Tokyo was Tange’s main canvas. The city had been razed by the firestorm of American bombings in the last months of World War II, and the aftermath created not just a desolate landscape, but the rare chance to imagine -- and design -- the look of the reborn metropolis.

The city bears the imprint of that imagination. Tange designed renovations to the bustling Tsukiji fish market -- the world’s largest. He designed embassies and office towers. His firm built the somewhat bizarre Fuji TV center.

Tange’s influence was extended by his prolific writings on architectural theory and by his role as a teacher at prestigious Tokyo University. Most of Japan’s significant postwar architects crossed paths with Tange, and his theories on controlling urban congestion and chaos spawned a futuristic school of design in the 1960s known as the Metabolists.

They waged a war for order in mega-cities, though some of those disciples later spun out of Tange’s orbit.

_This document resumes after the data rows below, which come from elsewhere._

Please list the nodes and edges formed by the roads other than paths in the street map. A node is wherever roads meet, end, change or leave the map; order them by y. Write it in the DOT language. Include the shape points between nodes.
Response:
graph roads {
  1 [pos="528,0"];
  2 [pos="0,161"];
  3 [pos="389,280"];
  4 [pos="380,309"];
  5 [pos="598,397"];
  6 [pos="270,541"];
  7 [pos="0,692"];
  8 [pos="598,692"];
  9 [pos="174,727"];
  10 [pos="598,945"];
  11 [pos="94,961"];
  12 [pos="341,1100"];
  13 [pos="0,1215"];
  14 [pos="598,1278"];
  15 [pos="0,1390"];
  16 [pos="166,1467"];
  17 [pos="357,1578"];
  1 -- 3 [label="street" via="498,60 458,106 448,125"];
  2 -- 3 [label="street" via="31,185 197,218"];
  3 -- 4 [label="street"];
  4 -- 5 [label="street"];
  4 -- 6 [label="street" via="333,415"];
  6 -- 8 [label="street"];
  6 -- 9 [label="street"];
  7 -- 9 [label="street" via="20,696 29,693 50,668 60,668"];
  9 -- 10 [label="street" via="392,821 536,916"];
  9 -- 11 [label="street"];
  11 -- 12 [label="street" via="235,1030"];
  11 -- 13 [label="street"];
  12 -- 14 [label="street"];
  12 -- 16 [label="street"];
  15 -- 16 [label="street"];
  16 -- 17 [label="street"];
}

They broke with his disciplined style and turned Japan’s cities into exuberant architectural playgrounds.

“His closest parallel is Philip Johnson; they were both pioneers and godfathers of architecture who were extremely influential on others,” Akira Asada, one of Japan’s foremost cultural critics, said in comparing Tange to one of America’s leading 20th century architects. “But Tange, even more than Johnson, was not just a propagandist for his ideas; he was a terrific architect, perfectly in tune with Japanese society after the war.

“His works at Hiroshima and the Olympics were national symbols of recovery, and they will be remembered as masterpieces,” Asada said.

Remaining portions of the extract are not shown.